Western societies are not perfect, their citizens are not all angels, and there are always people capable of committing crimes and human rights violations. But by contrast to other, non-free or less-free societies around the world, our Western societies possess powerful self-correcting mechanisms, such as the democratic system of government with a vigorous political opposition, free debate and free media, independent judiciary, and constitutional checks and balances, which mean that such aberrations from the generally high standard we all aspire to live up to are quickly identified, isolated and punished and the wrongs redressed and compensated by the authorities, the citizens or both. This doesn't happen in every single case, and not necessarily as speedily and thoroughly as some would want, but it holds well enough as a general rule.

I think this passage speaks for itself on the positive attributes of civil society.

So how is the WoT our issue. As I stated before, there is a moral component to civil society. In coming to understand the concepts of Democracy, Freedom, Justice and Liberty, we understand their universal nature. Every person yearns for these ideas in their own way. That is human nature. As American's have come to a better understanding of these concepts through the conflicts of our ancestors, we have a moral duty, through our ability to act, to promote them.

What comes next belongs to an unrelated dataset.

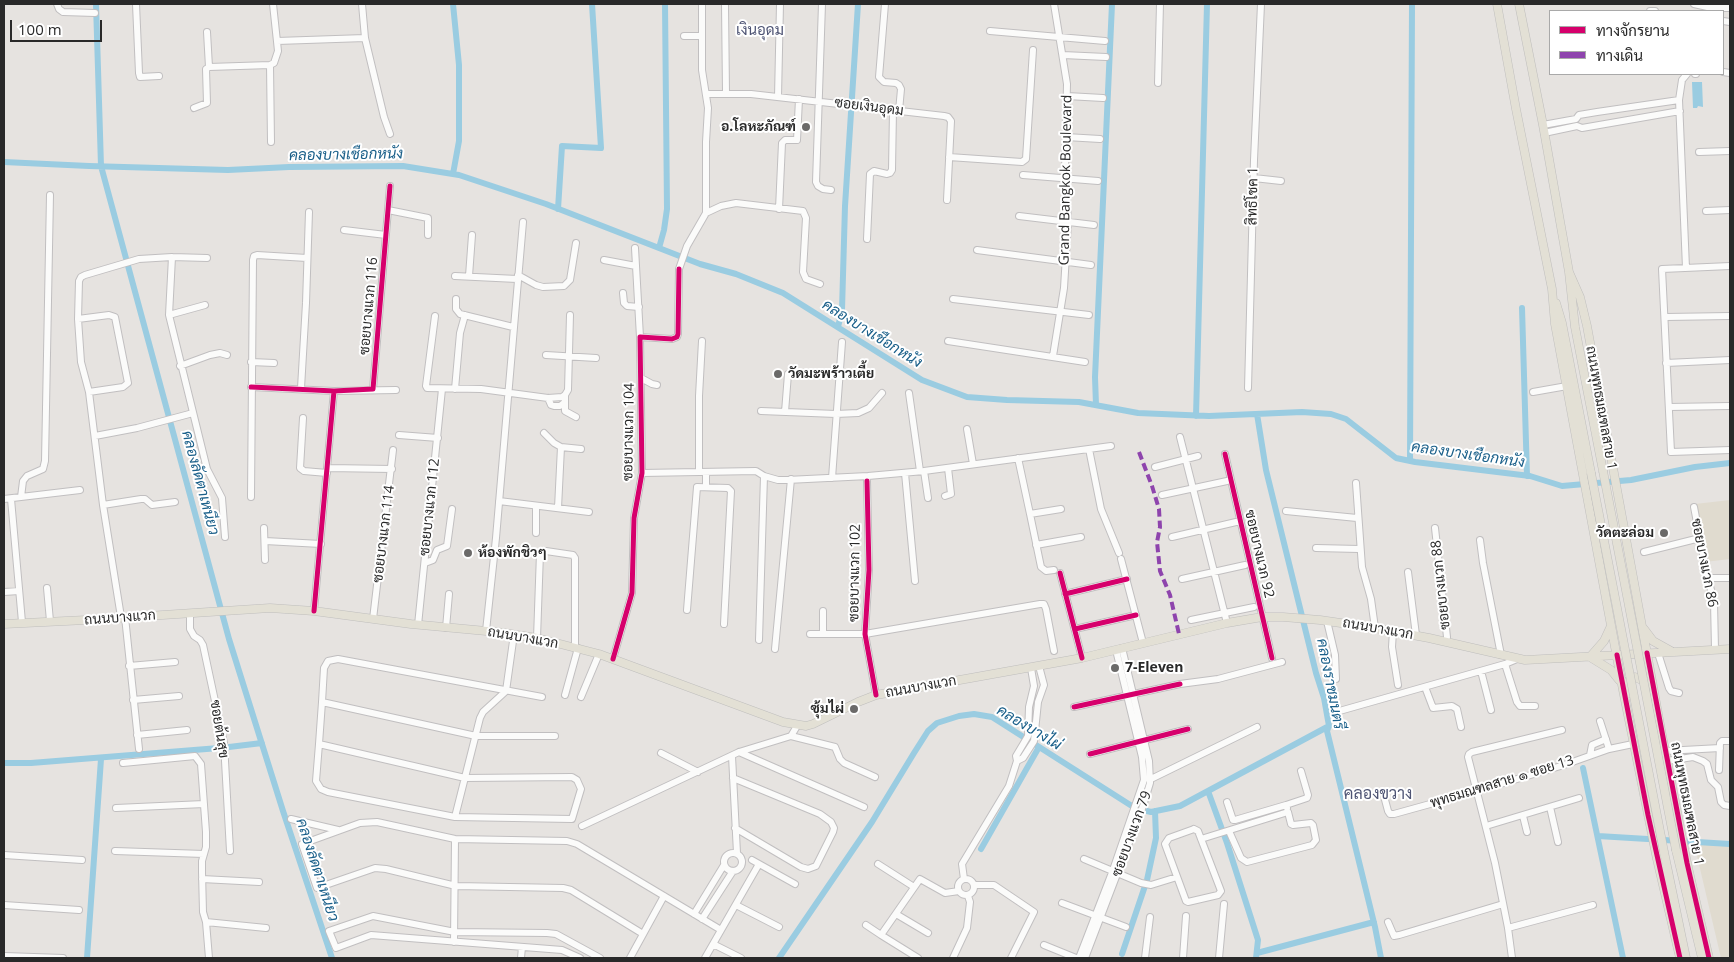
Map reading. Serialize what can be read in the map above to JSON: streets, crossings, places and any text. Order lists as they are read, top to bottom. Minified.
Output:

Consider Brendan Miniter's article from OpinionJournal. He discusses an officer that suggested, "We're just doing the Lord's work" in regards to his mission in Iraq to reconstruct and rebuild hospitals and universities in Iraq. Forget the religious connotations, and understand there is a moral stance behind our mission for Democracy. Brendan Miniter goes on to state, "After all there is a moral component to a policy that frees a people from a dictatorship, restores civil order and protects against a violent group of insurgents."

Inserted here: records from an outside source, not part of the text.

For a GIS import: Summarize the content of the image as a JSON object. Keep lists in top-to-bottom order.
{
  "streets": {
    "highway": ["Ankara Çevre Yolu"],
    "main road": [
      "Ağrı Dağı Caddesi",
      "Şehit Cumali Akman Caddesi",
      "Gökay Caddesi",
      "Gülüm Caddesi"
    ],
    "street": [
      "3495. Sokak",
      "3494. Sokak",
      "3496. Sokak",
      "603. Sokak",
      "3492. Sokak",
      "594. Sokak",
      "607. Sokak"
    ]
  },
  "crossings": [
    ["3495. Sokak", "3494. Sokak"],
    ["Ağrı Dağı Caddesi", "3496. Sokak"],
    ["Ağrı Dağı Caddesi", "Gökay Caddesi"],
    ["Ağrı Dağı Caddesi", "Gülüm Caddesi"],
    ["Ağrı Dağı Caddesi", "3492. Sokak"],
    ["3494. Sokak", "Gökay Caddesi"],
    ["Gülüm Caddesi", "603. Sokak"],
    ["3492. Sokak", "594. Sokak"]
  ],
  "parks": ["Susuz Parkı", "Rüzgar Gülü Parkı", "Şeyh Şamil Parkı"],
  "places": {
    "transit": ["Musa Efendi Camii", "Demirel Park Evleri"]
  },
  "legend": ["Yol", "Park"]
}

In other words, we need to focus on the general goals of our policy in the world. Focusing on the details is a luxury afforded an established civil society such as our own. We have the infrastructure to combat aberrations in Justice and Liberty. Every society should have the luxury to take into acount the details of civil society, but they must achieve that civil society first.

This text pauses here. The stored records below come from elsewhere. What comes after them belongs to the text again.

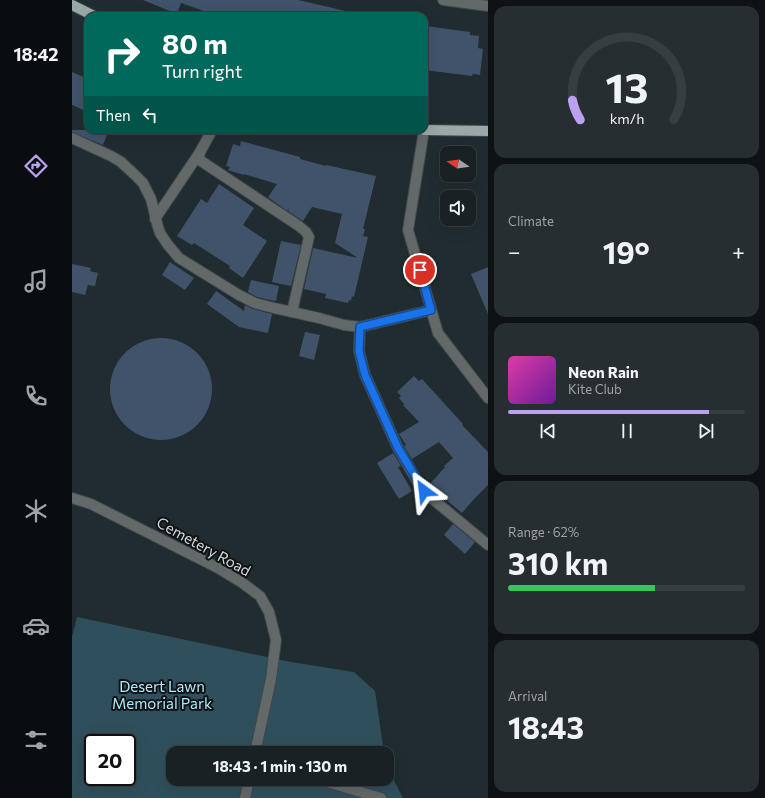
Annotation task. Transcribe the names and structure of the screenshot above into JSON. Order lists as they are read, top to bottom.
{
  "streets": {
    "street": ["Cemetery Road"]
  },
  "parks": ["Desert Lawn Memorial Park"],
  "north": "left",
  "page": {
    "tabs": "18:42",
    "turn": ["80 m", "Turn right"],
    "then": "Then",
    "tile": [
      "Climate",
      ["Range · 62%", "310 km"],
      ["Arrival", "18:43"]
    ],
    "heat": ["−", "19°", "+"],
    "song": ["Neon Rain", "Kite Club"],
    "limit": "20",
    "trip": "18:43 · 1 min · 130 m",
    "gauge": ["13", "km/h"]
  }
}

The New Burkeian's faith in the aforementioned concepts, and the Actionaries quest to promote these concepts within the world, is the drive behind the WoT. Will you join the quest?


Blogger "A Brown" said...

The problem, is that it is not necessarily true that all people aspire to Western-style socio-political systems. I would not dispute the superiority of individual rights or liberal-democracy. Fukuyama may be right that liberal-democracy has triumphed, but this only holds in the developed world (and I am not so sure that our institutions are as secure as he thinks). In much of the world, the debate over socio-political organization is still an open question. In parts of the Muslim world, political-Islam has not been discredited (except in the one state that has already tried it). I am a firm believer that one can use politics to help build positive social-capital/civil-society. The Iraq war represents such a project on a grand scale. However, such policies are doomed to failure without legitimacy. This is why totalitarian systems inevitably destroy social-capital, they have no independent basis for their rule. One need only turn to the whole host of trust and social-capital literature to find cases studies of this process in action. Even Machiavelli knew this. The Prince counseled us that it is easier to rule a society by fear, rather than love but The Discourses reminded us that only the Republic has the legitimacy to endure. Despite our professed good intentions, the neo-conservatives where wrong, the US occupation lacks true legitimacy. The great debate for American policy makers is not the nature of our goals but our means and strategies for instituting our interests. Even if one assumes that Bush’s heart is in the right place, his policies have been almost nothing but measurable failures. Through the Iraq war and occupation he has set back the cause of Arab democracy, made it easer for terrorists to operate, strengthen the political power of the perpetuators of political-Islam, squandered our soft power, and diminished our potential military strength (just as its is needed in Iran, North Korea, and Sudan).